Free speech is protected on public sidewalks.
That is, unless you live in Pittsburgh – where there are hundreds of zones around the city where censorship is authorized.
In 2005, the city passed an ordinance that allows government officials to ban leafleting and other free speech around the facilities of abortionists, eye doctors, dentists, and any “therapeutic,” “healing,” or “health-building” treatment providers.
While it may seem odd for such an ordinance to lump each of those different facilities together, it’s quite clear what’s going on here. The law targets pro-life counselors who stand on public sidewalks outside of abortion facilities to talk to the women going inside, offer them pregnancy resources, and pray with them.
How do we know? Because the city applies the ordinance to prohibit pro-life speech, but allows abortion facility employees to speak in the zone.
This is a major constitutional violation, not to mention that this ordinance contradicts Supreme Court precedent. (And don’t even get me started on the irony of lumping abortion providers in with “healing” treatment providers.)

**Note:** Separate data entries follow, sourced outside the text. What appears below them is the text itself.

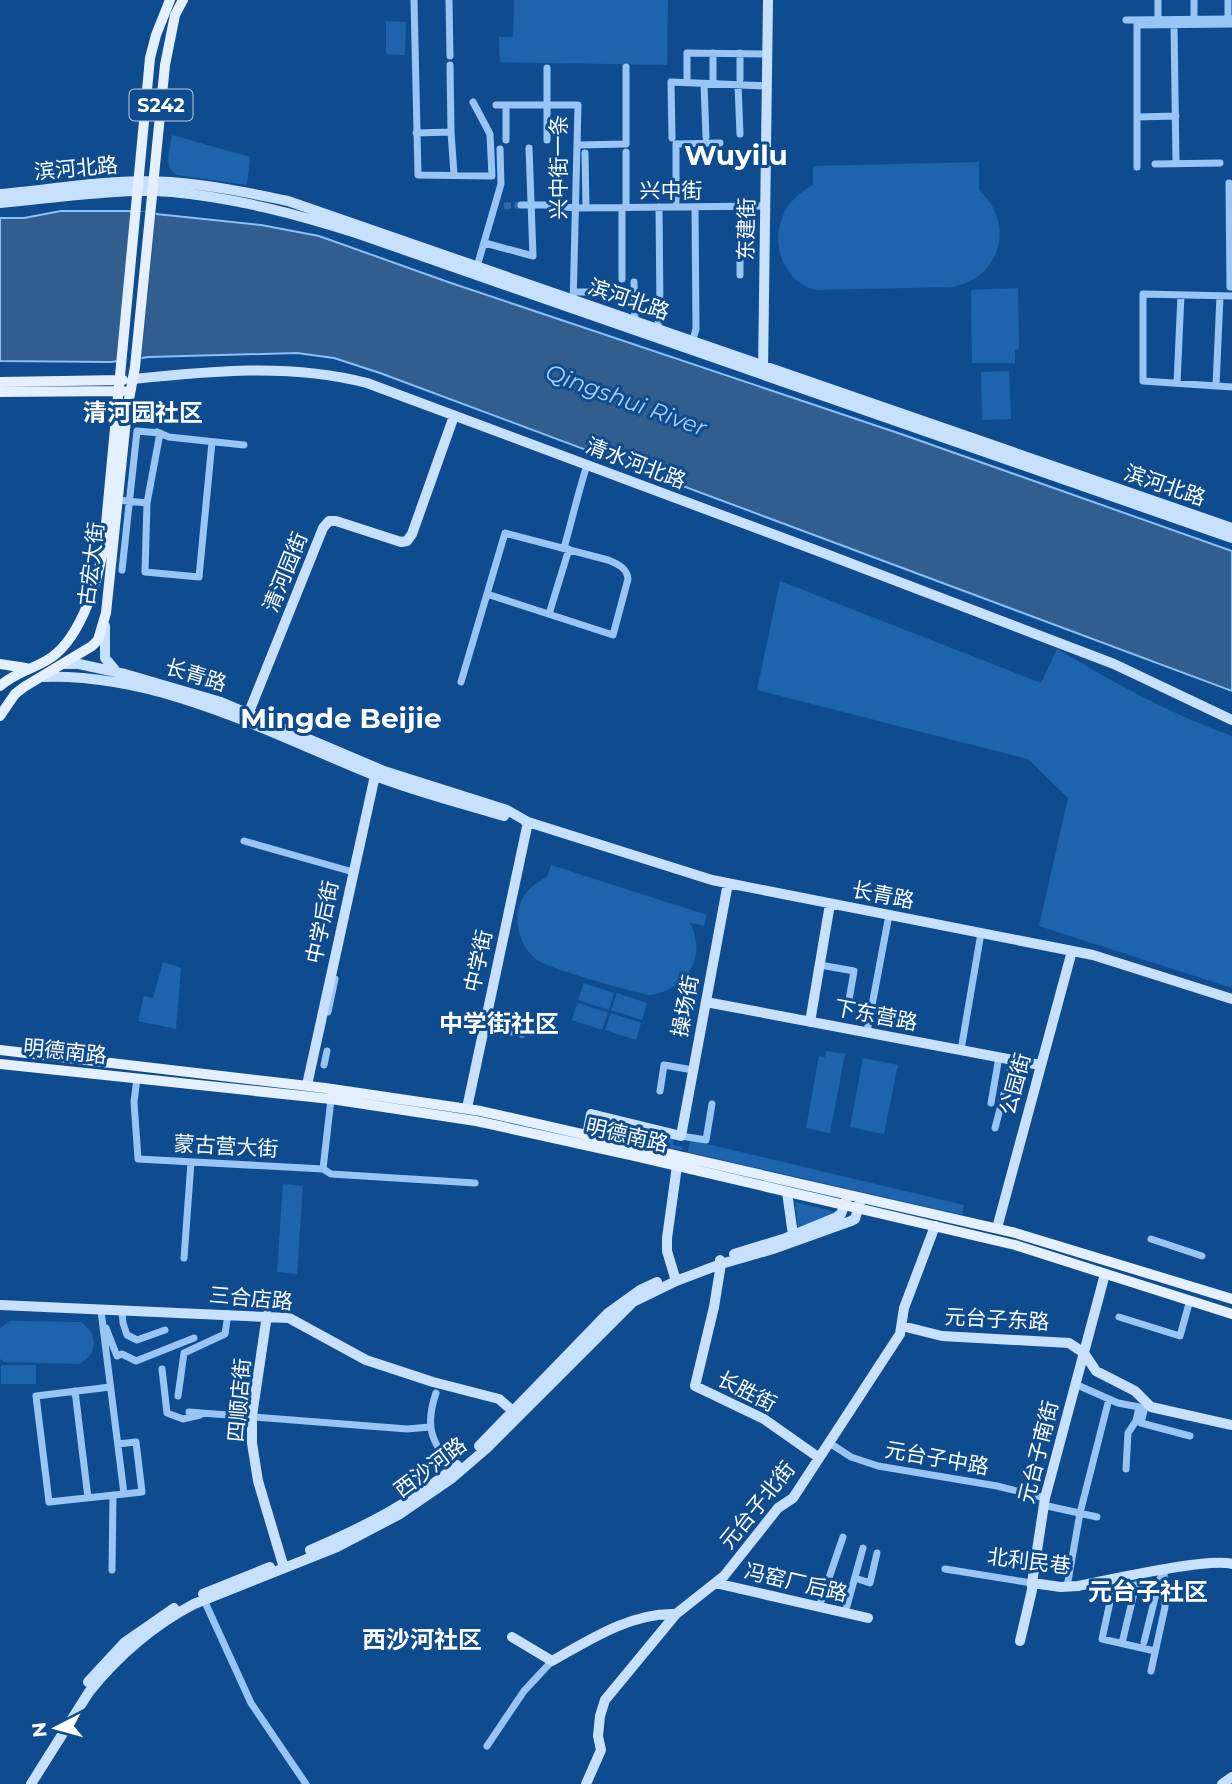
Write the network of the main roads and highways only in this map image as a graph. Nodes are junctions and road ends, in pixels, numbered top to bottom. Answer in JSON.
{"nodes":[{"id":1,"x":170,"y":0,"type":"edge"},
{"id":2,"x":183,"y":0,"type":"edge"},
{"id":3,"x":134,"y":373,"type":"junction"},
{"id":4,"x":0,"y":382,"type":"edge"},
{"id":5,"x":118,"y":386,"type":"junction"},
{"id":6,"x":0,"y":391,"type":"edge"},
{"id":7,"x":130,"y":391,"type":"junction"},
{"id":8,"x":0,"y":664,"type":"edge"},
{"id":9,"x":64,"y":664,"type":"junction"},
{"id":10,"x":28,"y":668,"type":"junction"},
{"id":11,"x":5,"y":677,"type":"edge"},
{"id":12,"x":41,"y":677,"type":"junction"},
{"id":13,"x":0,"y":686,"type":"edge"},
{"id":14,"x":0,"y":716,"type":"edge"},
{"id":15,"x":0,"y":1050,"type":"edge"},
{"id":16,"x":13,"y":1052,"type":"junction"},
{"id":17,"x":6,"y":1064,"type":"edge"},
{"id":18,"x":327,"y":1095,"type":"junction"},
{"id":19,"x":514,"y":1124,"type":"junction"},
{"id":20,"x":1232,"y":1299,"type":"edge"},
{"id":21,"x":1232,"y":1314,"type":"edge"}],
"edges":[{"from":1,"to":5,"type":"main road","name":"古宏大街","number":"S242"},
{"from":2,"to":3,"type":"main road","number":"S242"},
{"from":3,"to":5,"type":"main road","name":"清水河北路"},
{"from":3,"to":7,"type":"main road","name":"古宏大街"},
{"from":4,"to":5,"type":"main road","name":"清水河北路"},
{"from":5,"to":6,"type":"main road","name":"清水河北路"},
{"from":5,"to":7,"type":"main road","name":"清水河北路"},
{"from":5,"to":10,"type":"main road","name":"古宏大街"},
{"from":7,"to":9,"type":"main road","name":"古宏大街"},
{"from":8,"to":10,"type":"main road"},
{"from":9,"to":10,"type":"main road"},
{"from":9,"to":12,"type":"main road","name":"古宏大街"},
{"from":10,"to":11,"type":"main road","name":"古宏大街"},
{"from":11,"to":12,"type":"main road","name":"长青路"},
{"from":11,"to":13,"type":"main road","name":"古宏大街"},
{"from":12,"to":14,"type":"main road","name":"古宏大街"},
{"from":15,"to":16,"type":"main road","name":"明德南路"},
{"from":16,"to":17,"type":"main road"},
{"from":16,"to":18,"type":"main road","name":"明德南路"},
{"from":17,"to":18,"type":"main road","name":"明德南路"},
{"from":18,"to":19,"type":"main road","name":"明德南路"},
{"from":18,"to":19,"type":"main road","name":"明德南路"},
{"from":19,"to":20,"type":"main road","name":"明德南路"},
{"from":19,"to":21,"type":"main road","name":"明德南路"}]}
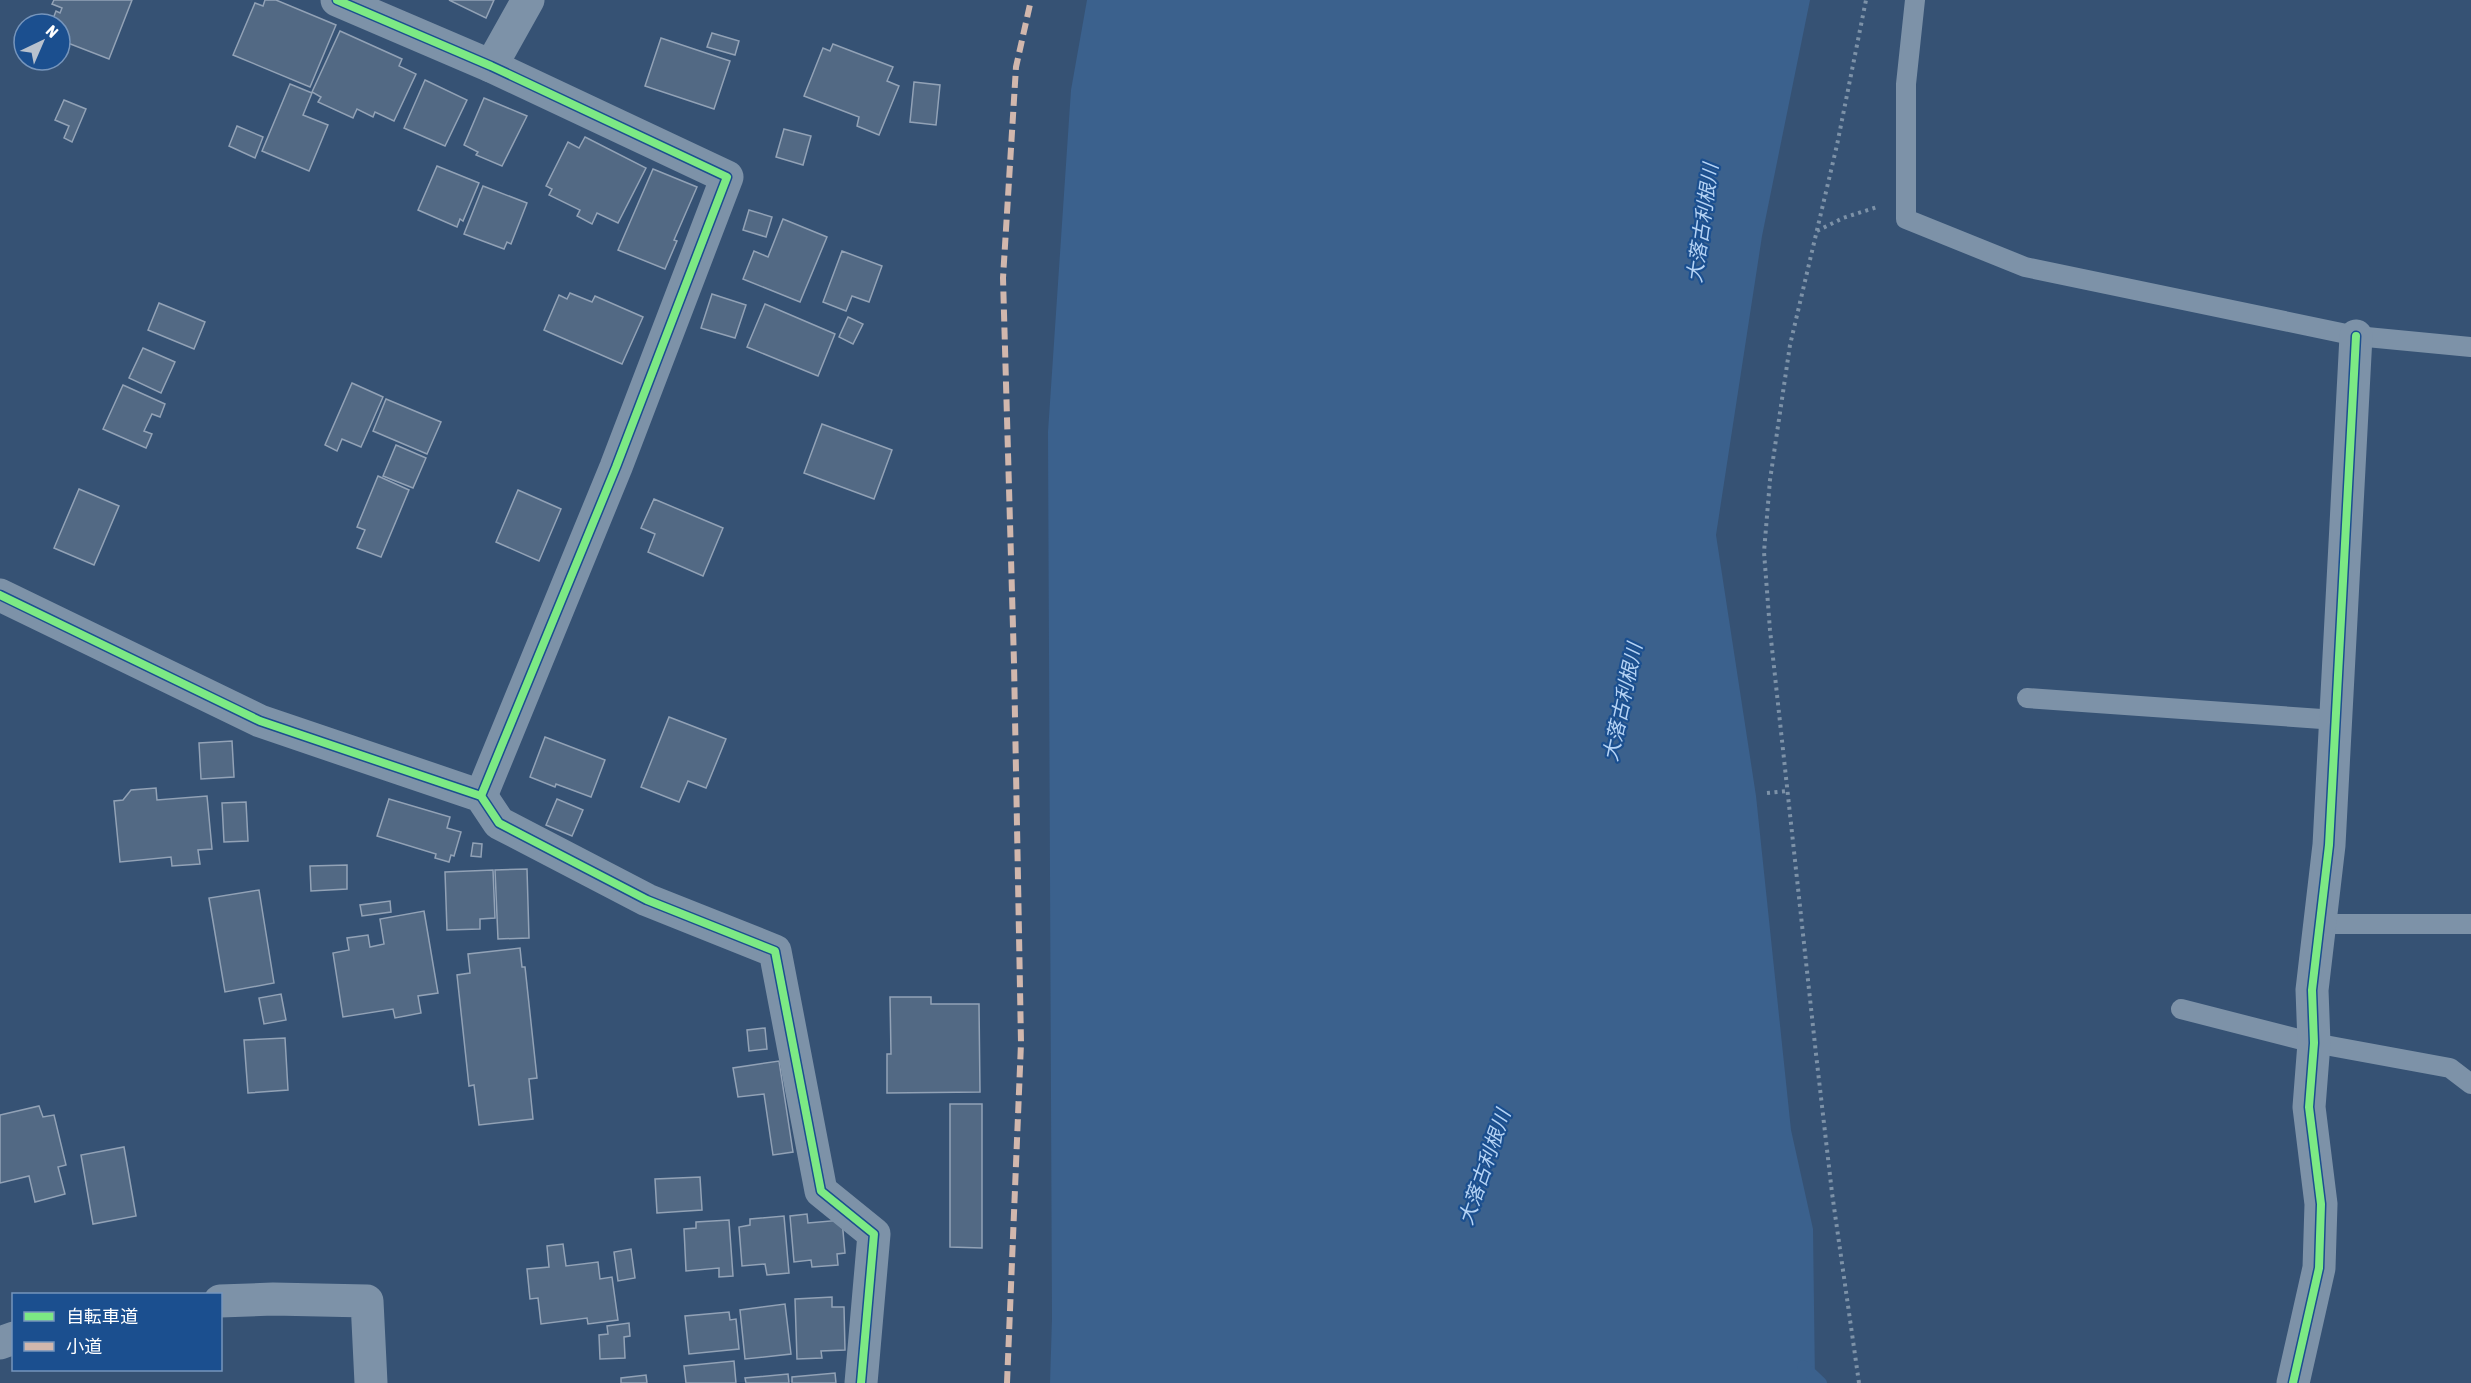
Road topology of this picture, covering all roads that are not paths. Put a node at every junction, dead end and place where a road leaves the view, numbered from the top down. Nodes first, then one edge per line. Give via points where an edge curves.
1 (337, 0) edge
2 (528, 0) edge
3 (1915, 0) edge
4 (491, 66) junction
5 (2356, 336) junction
6 (2471, 347) edge
7 (0, 594) edge
8 (2027, 698) dead end
9 (2336, 720) junction
10 (481, 796) junction
11 (2320, 924) junction
12 (2471, 924) edge
13 (2181, 1009) dead end
14 (2314, 1043) junction
15 (2471, 1084) edge
16 (222, 1301) edge
17 (371, 1383) edge
18 (861, 1383) edge
19 (2293, 1383) edge

1 - 4 street
2 - 4 street
3 - 5 lane via 1906,84 1906,219 2025,267
4 - 10 street via 727,177 616,467
5 - 6 lane
5 - 9 street
7 - 10 street via 260,721
8 - 9 lane
9 - 11 street
10 - 18 street via 499,823 647,900 775,951 821,1191 874,1234
11 - 12 lane
11 - 14 street via 2312,990
13 - 14 lane
14 - 15 lane via 2450,1068
14 - 19 street via 2309,1107 2321,1204 2319,1268
16 - 17 street via 367,1301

That’s why Alliance Defending Freedom filed a lawsuit on behalf of pro-life advocates in Pittsburgh in 2014. And now, ADF attorneys will argue before the U.S. Court of Appeals for the Third Circuit on February 6.
The good news is that the Third Circuit has ruled in our favor once before. In 2016, the Third Circuit ruled that Pittsburgh’s ordinance “imposes the same kind of burden on speech” as the one the U.S. Supreme Court unanimously struck down in 2014 in the case McCullen v. Coakley.
In that case, ADF represented sidewalk counselor Eleanor McCullen against a Massachusetts “buffer zone” law that required pro-life counselors to keep at least 35 feet away from building entrances, exits, and driveways.
The Massachusetts law impacted the way sidewalk counselors interacted with mothers, fathers, and others entering and exiting the centers. Instead of approaching them with kindness and compassion, Eleanor and the other counselors were forced to shout to get their attention, giving off the impression they were there to condemn, not help, the women and men and their unborn babies.
After this important win, however, cities across the country started repealing their unconstitutional buffer zone laws, restoring free speech.
But not Pittsburgh.
Instead, the government there continues to censor peaceful sidewalk counselors who simply want to provide help and hope to the men and women visiting local abortion facilities. And the district court has repeatedly refused to strike down this unconstitutional law.
Please pray that the Third Circuit will once again set this straight and restore free speech to the sidewalks of Pittsburgh.